Tolkien, artist

One Last Workday This Week...

What a week. With my poor DH down with diverticulitis and, after beginning to heal from that, coming down with the beginnings of the flu, it's been unbelievable stressful and I've had to work a six-day week. On the writing front, I finished and turned in a LOTR Community story, I'm almost finished with my SV story, and I did another drabble - this time to address the word "borrow". My first attempt was dismal and I pulled it the next day. My second attempt moved it's scope over to one of my more familiar playgrounds - Ost-in-Edhel and the admittance of Annatar into the Gwaith-i-Mirdain. This version I was pleased with and put it up for concrit. Changes suggested were looked at and, if I felt they were consistent with my inner view of the scene, were incorporated.

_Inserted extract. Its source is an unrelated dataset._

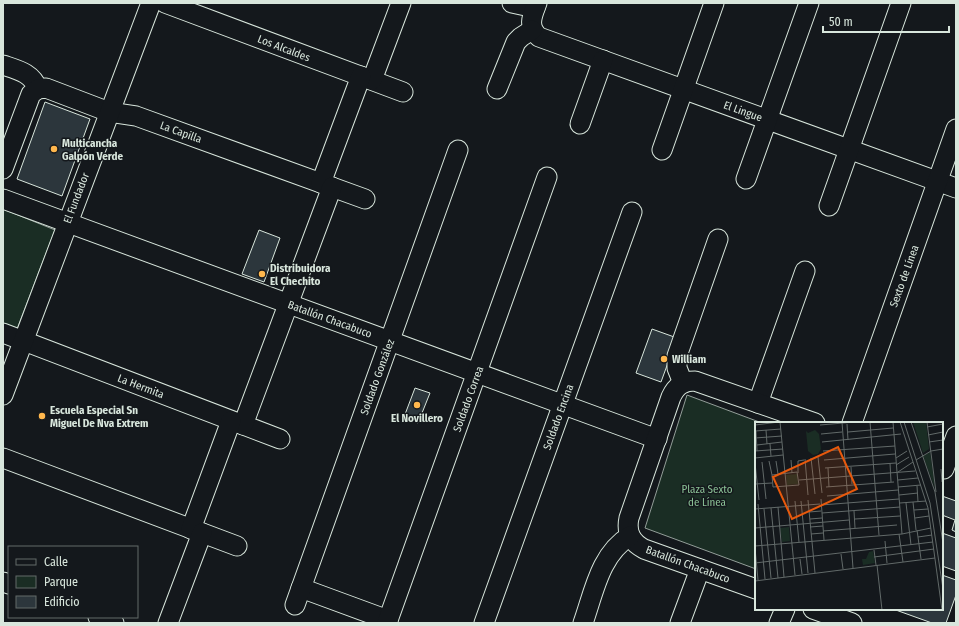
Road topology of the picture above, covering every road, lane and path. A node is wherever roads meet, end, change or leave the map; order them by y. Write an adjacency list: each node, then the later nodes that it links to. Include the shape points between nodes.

When an author, a student writing a paper for his fourth-grade class or a professional author with many books on the shelves bearing her name, constructs a scene, s/he develops a mental image of what is being written. In many cases the author lives the work, walks through the rooms, looks at the content on tables, and sees the layout of the buildings. Each author's vision is unique. Unless they are writing a purely factual text, everything is subject to interpretation. In a fictional work, everything is up for grabs.

I rarely spend so much time over a blog post, and I rarely delete as much as I have on this one to avoid casting stones. I live in as much of a glass house as anyone, and I'm personally a bit shy of stones. I gave a reasoned response to someone I considered a friend yesterday and received a thrown stone in return. *sigh* Maybe next week will be better.
I'm 100% with you! I hate getting to the end of a good story. But my point is that unless there's a very limited scope or duration of an event, or a very striking moment to capture, it's difficult to condense a story in a drabble, which is ultimately a very artificial limit. Why 100 words, why not 256, or 144?

I find it very difficult to say what's good or not good about a drabble, for the same reason that I never enjoyed poetry, though I love the play with words you may discover in it. On the other hand, I love doorstop novels.

it's difficult to condense a story in a drabble, which is ultimately a very artificial limit. Why 100 words, why not 256, or 144?

Yes, I don't get it at all. Must have story, naow!
I don't even know why they're popular. I just want to write, but then I do hate anything that constricts me (including prompts or exchanges, which is why I don't do them.)
I'm gonna be a Devil's Advocate here, mostly because I happen to like the drabble...

*Devil's Advocate cap ON*

When I write one, I'm not trying to write a whole story. The One knows that I can be as wordy and intricate a storyteller as the best of 'em. However, in a drabble, I'm only trying to capture a pivotal moment, or maybe a pair of pivotal moments. Within a fan fiction setting, a lot of the things that otherwise would need exposition are already presumed understood on the part of the reader - so there's a lot of "padding" not needed.

However, that being said, I find that some of those pivotal moments simply refuse to allow themselves to fit within a mere 100 words. That's why I am more than willing to write double-drabbles, or even tribbles. The idea of a drabble is to give the most emotionally potent picture possible in as succinct a manner as possible. It can be done, and it can be VERY powerful that way.

YMMV. But as an exercise in using precise language, nothing can beat writing drabbles.

*now doffing Devil's Advocate cap and running for the hills*
It may be different for people who enjoy writing drabbles, but drabbles, or even tribbles, are simply not what I want to read. They do not remain with me as certain scenes in novels do.
That's OK, Spiced, lots of people don't like drabbles. I'll continue to write longer pieces too so that you have things you enjoy reading also :-) *hugs*

- Erulisse (one L)
I'm used to thinking on the opposite side of the norm. I also love writing poetry. The entire idea of compressing one slide of time and a scene into a mere 100 words just appeals to me. It's those multi-chaptered, multi-word epics such as both of you write so very well that completely stop me in my tracks. It'll be OK. We'll either work it our or not, but it won't stop my writing and won't stop my asking for crit on my drabbles.

Thanks and hugs to both of you. I'm sure things will look 1000% better after I catch up on some sleep (it would be really nice if my DH could start feeling better too *sigh*).

- Erulisse (one L)
I began writing with poetry when I was ten. I simply found that what I wanted to do was write stories. Coming from o-fic to fanfic also affected what I look for in fanfiction: sweeping, heretical 'verses.

And speaking of which, I think Ziggy has just updated. What a great start to the morning!
Oh great! An update by Ziggy, and the opportunity to maybe catch up on some chapters by you (sorry, my holiday season was a total zoo of work/sleep/get up and do it again). It seems that I have a nice Sunday ahead of me :-)

- Erulisse (one L)
LOL - I've done fixed word fictlets also. I think the last one I did was some 246 words in length, something like that anyway. It's a fun challenge for me.